That is very interesting and I certainly did not know it.
thanks
G.


----------



## Cups (Jan 5, 2010)

Without knowing how to read schematics there's no way you'd know. 
The weird thing is that there is an unused gain stage so they could have used it to drive the verb. Although that would take quite a bit of redesigning and layout. 
It's still a true spring reverb though. Small pan, and Mark explained the differences better than I ever could.


----------



## mhammer (Nov 30, 2007)

Just to clarify, the Blues Jr. has a *spring* reverb pan (short spring). The _driver and recovery_ circuitry around the pan IS solid-state, while the remainder of the amp is tube-based. I just wanted to say that because there are entirely solid-state reverb units, both digital and analog.
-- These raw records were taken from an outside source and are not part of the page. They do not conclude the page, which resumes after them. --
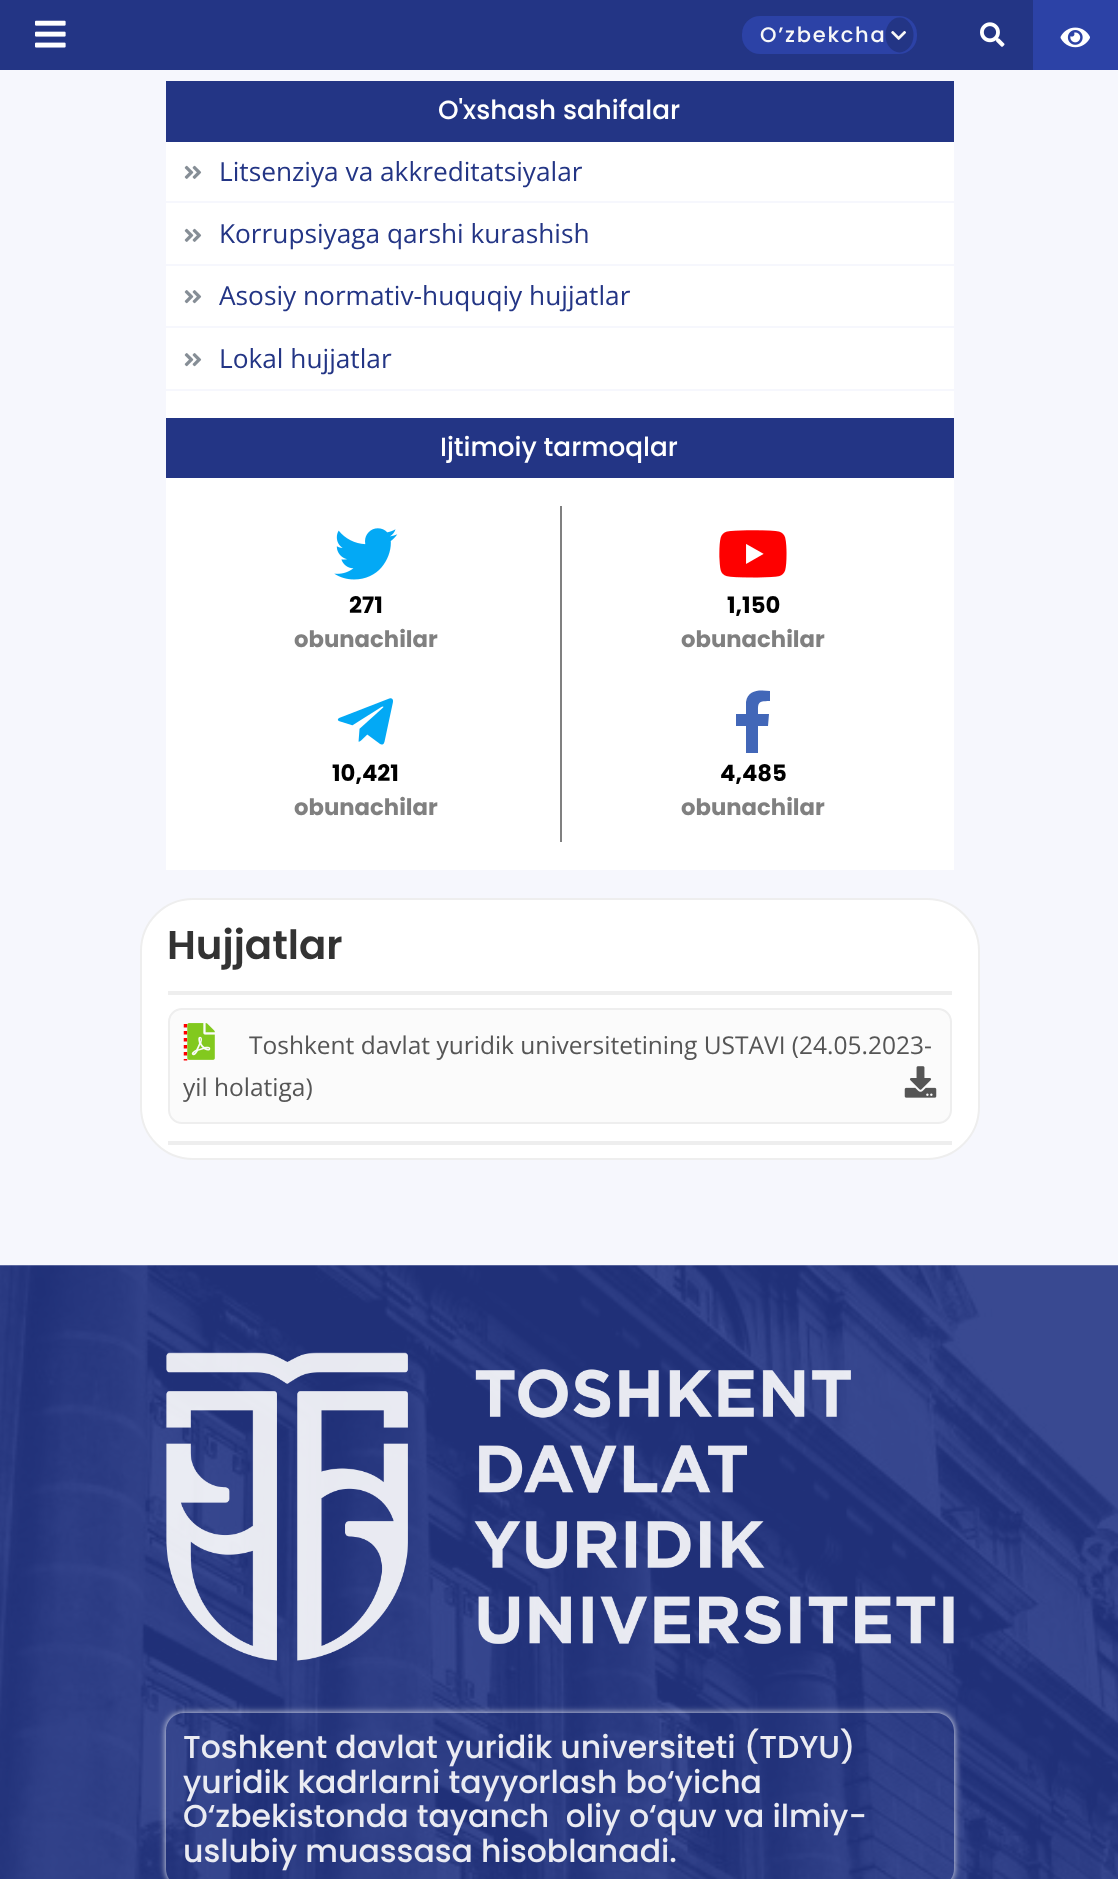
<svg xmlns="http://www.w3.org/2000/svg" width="1118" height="1879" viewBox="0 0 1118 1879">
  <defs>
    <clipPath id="clip1"><path d="M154 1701H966V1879H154ZM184 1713H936C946 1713 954 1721 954 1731V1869C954 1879 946 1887 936 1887H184C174 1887 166 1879 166 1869V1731C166 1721 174 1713 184 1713Z" clip-rule="evenodd"/></clipPath>
    <filter id="blur1" x="-50%" y="-200%" width="200%" height="500%"><feGaussianBlur stdDeviation="3.5"/></filter>
  </defs>
  <rect width="100%" height="100%" fill="#f6f7fd"/>
  <rect x="0" y="0" width="1033" height="70" fill="#233585"/>
  <image x="35" y="20" width="31" height="28" href="img1.png"/>
  <rect x="742" y="16" width="175" height="38" rx="18" fill="#2c42a6"/>
  <text x="760" y="42" font-family="Poppins" font-size="21" font-weight="500" letter-spacing="1.75" fill="#f8f8f8">Oʼzbekcha</text>
  <ellipse cx="899.5" cy="35" rx="14" ry="17.5" fill="#233585"/>
  <image x="891" y="31" width="15" height="9" href="img2.png"/>
  <image x="980" y="22" width="25" height="25" href="img3.png"/>
  <rect x="1033" y="0" width="85" height="70" fill="#2c42a6"/>
  <image x="1060" y="27" width="30" height="21" href="img4.png"/>
  <rect x="166" y="142" width="788" height="728" fill="#ffffff"/>
  <rect x="166" y="81" width="788" height="61" fill="#233585"/>
  <text x="438" y="119" font-family="Poppins" font-size="26.25" font-weight="500" fill="#ffffff">O'xshash sahifalar</text>
  <rect x="166" y="201" width="788" height="2" fill="#f6f7fd"/>
  <image x="184" y="165" width="18" height="14" href="img5.png"/>
  <text x="219" y="181" font-family="Open Sans" font-size="26.25" fill="#233585">Litsenziya va akkreditatsiyalar</text>
  <rect x="166" y="264" width="788" height="2" fill="#f6f7fd"/>
  <image x="184" y="228" width="18" height="14" href="img5.png"/>
  <text x="219" y="243" font-family="Open Sans" font-size="26.25" fill="#233585">Korrupsiyaga qarshi kurashish</text>
  <rect x="166" y="326" width="788" height="2" fill="#f6f7fd"/>
  <image x="184" y="290" width="18" height="14" href="img6.png"/>
  <text x="219" y="305" font-family="Open Sans" font-size="26.25" fill="#233585">Asosiy normativ-huquqiy hujjatlar</text>
  <rect x="166" y="389" width="788" height="2" fill="#f6f7fd"/>
  <image x="184" y="353" width="18" height="14" href="img6.png"/>
  <text x="219" y="368" font-family="Open Sans" font-size="26.25" fill="#233585">Lokal hujjatlar</text>
  <rect x="166" y="418" width="788" height="60" fill="#233585"/>
  <text x="440" y="456" font-family="Poppins" font-size="26.25" font-weight="500" fill="#ffffff">Ijtimoiy tarmoqlar</text>
  <image x="334" y="528" width="64" height="52" href="img7.png"/>
  <text x="349" y="613" font-family="Poppins" font-size="22.75" font-weight="bold" fill="#000000">271</text>
  <text x="294" y="647" font-family="Poppins" font-size="22.75" font-weight="bold" fill="#808080">obunachilar</text>
  <rect x="560" y="506" width="2" height="336" fill="#808080"/>
  <image x="719" y="530" width="68" height="48" href="img8.png"/>
  <text x="727" y="613" font-family="Poppins" font-size="22.75" font-weight="bold" fill="#000000">1,150</text>
  <text x="681" y="647" font-family="Poppins" font-size="22.75" font-weight="bold" fill="#808080">obunachilar</text>
  <image x="337" y="698" width="56" height="47" href="img9.png"/>
  <text x="332" y="781" font-family="Poppins" font-size="22.75" font-weight="bold" fill="#000000">10,421</text>
  <text x="294" y="815" font-family="Poppins" font-size="22.75" font-weight="bold" fill="#808080">obunachilar</text>
  <path d="M768 726H758V753H746V726H736V714H746V702C748 689 760 690 770 691V701C757 701 758 703 758 714H769Z" fill="#4267b8"/>
  <text x="720" y="781" font-family="Poppins" font-size="22.75" font-weight="bold" fill="#000000">4,485</text>
  <text x="681" y="815" font-family="Poppins" font-size="22.75" font-weight="bold" fill="#808080">obunachilar</text>
  <rect x="141" y="899" width="838" height="260" rx="52" fill="#ffffff" stroke="#eeeeee" stroke-width="2"/>
  <rect x="168" y="991" width="784" height="4" fill="#eeeeee"/>
  <text x="167" y="959" font-family="Poppins" font-size="40.25" font-weight="600" fill="#333333">Hujjatlar</text>
  <rect x="169" y="1009" width="782" height="114" rx="13" fill="#fbfbfb" stroke="#eeeeee" stroke-width="2"/>
  <path d="M185.5 1024V1060.5" fill="none" stroke="#ff0000" stroke-width="3.5" stroke-dasharray="3.5 3.5"/>
  <image x="187" y="1023" width="28" height="37" href="img10.png"/>
  <text x="249" y="1054" font-family="Open Sans" font-size="24.5" fill="#555555">Toshkent davlat yuridik universitetining USTAVI (24.05.2023-</text>
  <text x="183" y="1096" font-family="Open Sans" font-size="24.5" fill="#555555">yil holatiga)</text>
  <image x="904" y="1066" width="33" height="32" href="img11.png"/>
  <rect x="168" y="1141" width="784" height="4" fill="#eeeeee"/>
  <image x="0" y="1265" width="1118" height="614" href="img12.png"/>
  <image x="166" y="1352" width="788" height="309" href="img13.png"/>
  <g clip-path="url(#clip1)">
    <rect x="166" y="1713" width="788" height="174" rx="18" fill="#ffffff" fill-opacity="0.9" filter="url(#blur1)"/>
  </g>
  <text x="183" y="1758" font-family="Poppins" font-size="31.5" font-weight="500" fill="#eaebf2">Toshkent davlat yuridik universiteti (TDYU)</text>
  <text x="183" y="1793" font-family="Poppins" font-size="31.5" font-weight="500" fill="#eaebf2">yuridik kadrlarni tayyorlash bo‘yicha</text>
  <text x="183" y="1827" font-family="Poppins" font-size="31.5" font-weight="500" fill="#eaebf2" xml:space="preserve">O‘zbekistonda tayanch  oliy o‘quv va ilmiy-</text>
  <text x="183" y="1862" font-family="Poppins" font-size="31.5" font-weight="500" fill="#eaebf2">uslubiy muassasa hisoblanadi.</text>
</svg>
Here is an old article from POLYPHONY (which eventually turned into ELECTRONIC MUSICIAN in 1985) about springs.


----------



## Crimson Queen (Oct 24, 2016)

I have one of those Furman rack spring reverb. It's as good as it gets. I prefer plate reverb these days, and love the Catalinbread Talisman.


----------



## JBFairthorne (Oct 11, 2014)

I've got on-board reverb on 3 Fender tube amps...and I wish I knew why one of them sounds SO much better, with a much wider range of usable reverb than the other two.


----------



## davetcan (Feb 27, 2006)

I came to the conclusion years ago that pedal reverb was at least as good, and in many cases better, than most amp based or tube based systems. The Dr S. Radical Red Reverberator was the one that put the icing on the cake. Sounded better, was much more versatile, and only took up the space of one pedal on my board. Right now I'd put the reverbs in my Zoom MS70 CDR up against anything out there. In my early years I wouldn't buy an amp without reverb, now I could care less and probably would prefer it without.


----------



## mhammer (Nov 30, 2007)

JBFairthorne said:


> I've got on-board reverb on 3 Fender tube amps...and I wish I knew why one of them sounds SO much better, with a much wider range of usable reverb than the other two.


Which amps? I'm curious to look up the schematics.


----------



## JBFairthorne (Oct 11, 2014)

mhammer said:


> Which amps? I'm curious to look up the schematics.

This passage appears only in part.